--- Data records ---
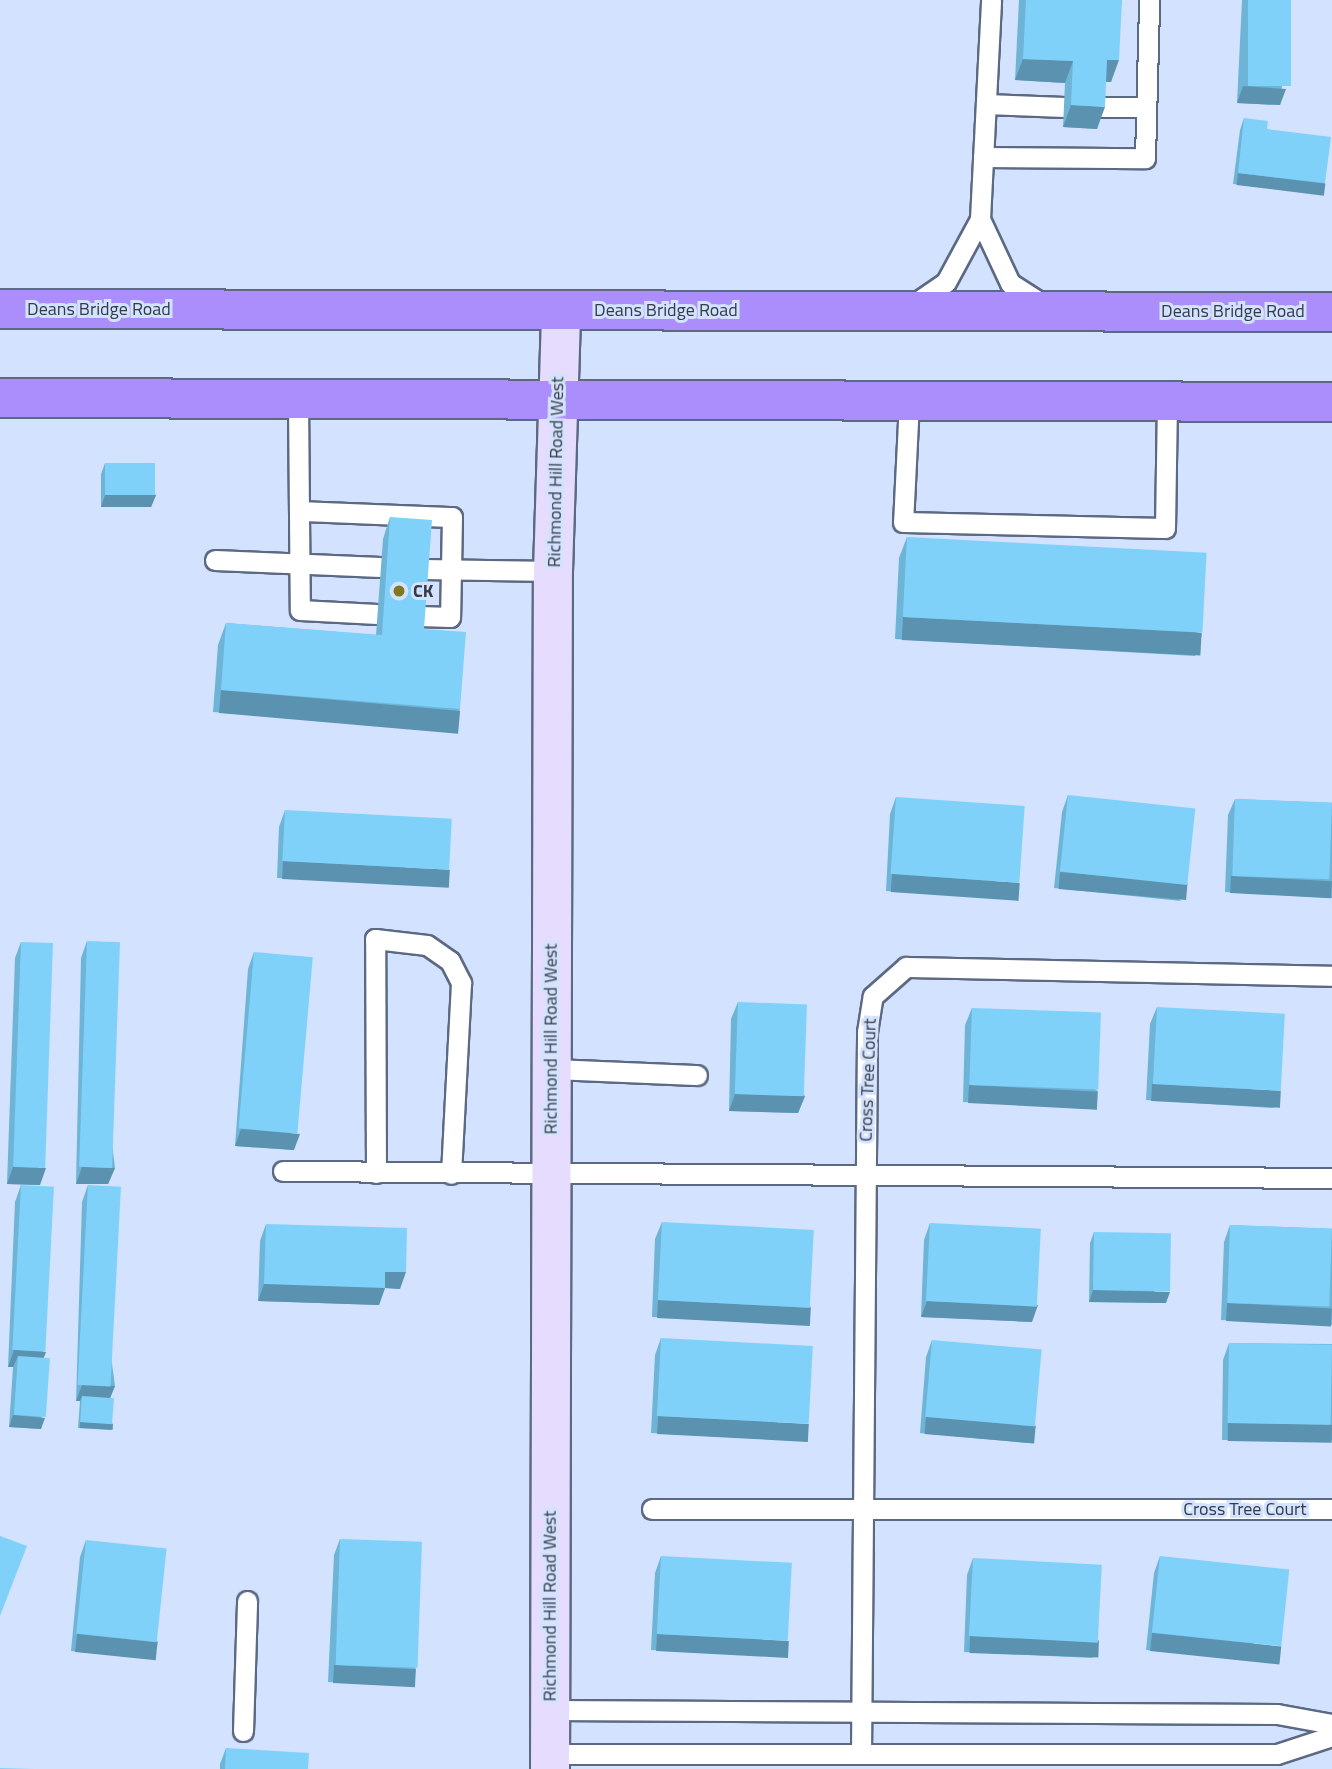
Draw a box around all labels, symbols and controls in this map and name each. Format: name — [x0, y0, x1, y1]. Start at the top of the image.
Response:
street label: Deans Bridge Road — [27, 298, 171, 320]
street label: Deans Bridge Road — [594, 299, 738, 321]
street label: Deans Bridge Road — [1161, 300, 1305, 322]
street label: Richmond Hill Road West — [544, 376, 568, 568]
place label: CK — [413, 580, 433, 602]
marker: CK — [391, 583, 407, 599]
street label: Richmond Hill Road West — [540, 944, 562, 1134]
street label: Cross Tree Court — [855, 1018, 881, 1142]
street label: Cross Tree Court — [1183, 1498, 1307, 1520]
street label: Richmond Hill Road West — [539, 1511, 561, 1701]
---
### Required action
Copy the records above exactly, leaving out every picture.

### Problem solution
Draw a box around all labels, symbols and controls in this map and name each. Format: name — [x0, y0, x1, y1]. Start at the top of the image.
Response:
street label: Deans Bridge Road — [27, 298, 171, 320]
street label: Deans Bridge Road — [594, 299, 738, 321]
street label: Deans Bridge Road — [1161, 300, 1305, 322]
street label: Richmond Hill Road West — [544, 376, 568, 568]
place label: CK — [413, 580, 433, 602]
marker: CK — [391, 583, 407, 599]
street label: Richmond Hill Road West — [540, 944, 562, 1134]
street label: Cross Tree Court — [855, 1018, 881, 1142]
street label: Cross Tree Court — [1183, 1498, 1307, 1520]
street label: Richmond Hill Road West — [539, 1511, 561, 1701]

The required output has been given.